-- WHAT IS NEEDED --
Reproduce the listing that follows in full. Omit its images.

SOURCE DATA below:

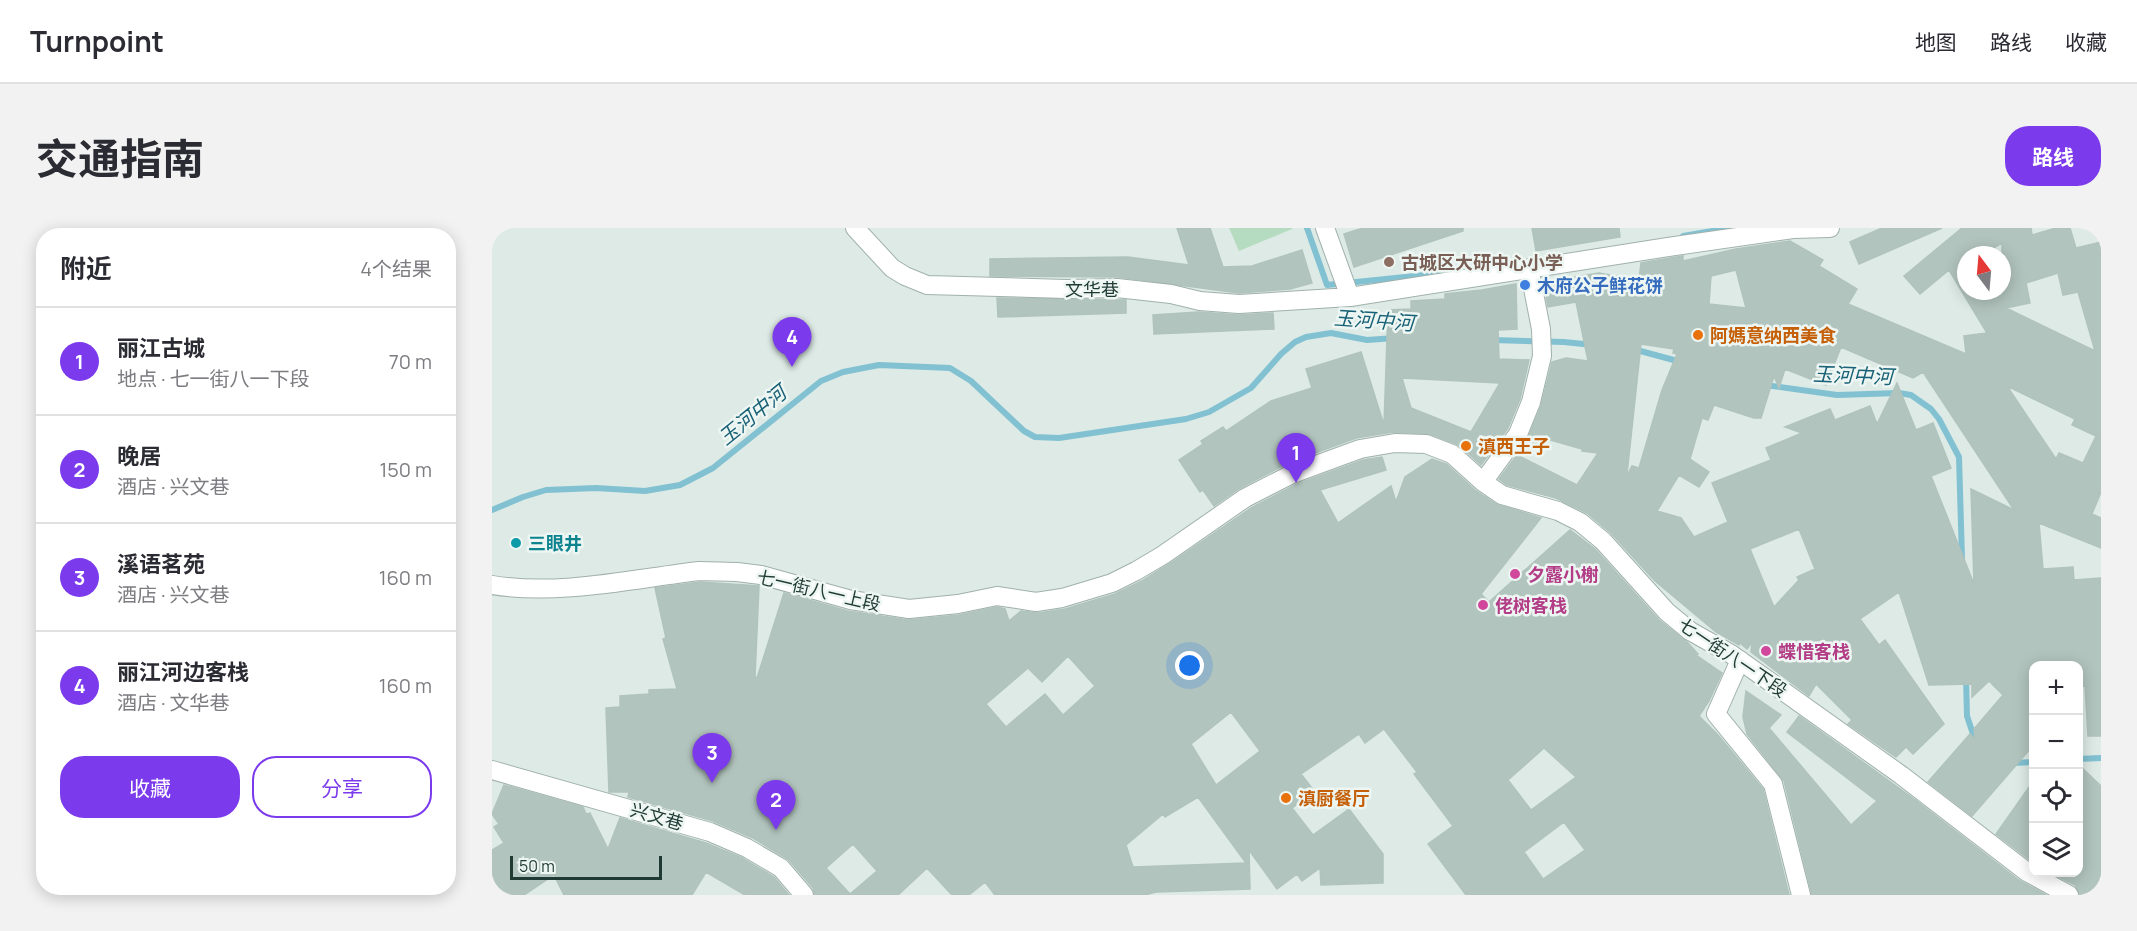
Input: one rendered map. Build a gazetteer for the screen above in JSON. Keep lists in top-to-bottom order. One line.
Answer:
{"streets":{"street":["文华巷","七一街八一上段","七一街八一下段","兴文巷"]},"crossings":[["七一街八一上段","七一街八一下段"]],"water":["玉河中河"],"places":["古城区大研中心小学","木府公子鲜花饼","阿媽意纳西美食","滇西王子","三眼井","夕露小榭","佬树客栈","蝶惜客栈","滇厨餐厅"],"scale_bar":"50 m","north":"top","page":{"header":"Turnpoint","nav":["地图","路线","收藏"],"title":"交通指南","buttons":["路线",["收藏","分享"]],"heading":["附近","4个结果"],"list":[{"mark":"1","name":"丽江古城","note":"地点 · 七一街八一下段","value":"70 m"},{"mark":"2","name":"晚居","note":"酒店 · 兴文巷","value":"150 m"},{"mark":"3","name":"溪语茗苑","note":"酒店 · 兴文巷","value":"160 m"},{"mark":"4","name":"丽江河边客栈","note":"酒店 · 文华巷","value":"160 m"}],"pins":["4","1","3","2"],"map_buttons":["+","−"],"scale":"50 m"}}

End of SOURCE DATA.

-- YOUR SOLUTION --
Input: one rendered map. Build a gazetteer for the screen above in JSON. Keep lists in top-to-bottom order. One line.
Answer:
{"streets":{"street":["文华巷","七一街八一上段","七一街八一下段","兴文巷"]},"crossings":[["七一街八一上段","七一街八一下段"]],"water":["玉河中河"],"places":["古城区大研中心小学","木府公子鲜花饼","阿媽意纳西美食","滇西王子","三眼井","夕露小榭","佬树客栈","蝶惜客栈","滇厨餐厅"],"scale_bar":"50 m","north":"top","page":{"header":"Turnpoint","nav":["地图","路线","收藏"],"title":"交通指南","buttons":["路线",["收藏","分享"]],"heading":["附近","4个结果"],"list":[{"mark":"1","name":"丽江古城","note":"地点 · 七一街八一下段","value":"70 m"},{"mark":"2","name":"晚居","note":"酒店 · 兴文巷","value":"150 m"},{"mark":"3","name":"溪语茗苑","note":"酒店 · 兴文巷","value":"160 m"},{"mark":"4","name":"丽江河边客栈","note":"酒店 · 文华巷","value":"160 m"}],"pins":["4","1","3","2"],"map_buttons":["+","−"],"scale":"50 m"}}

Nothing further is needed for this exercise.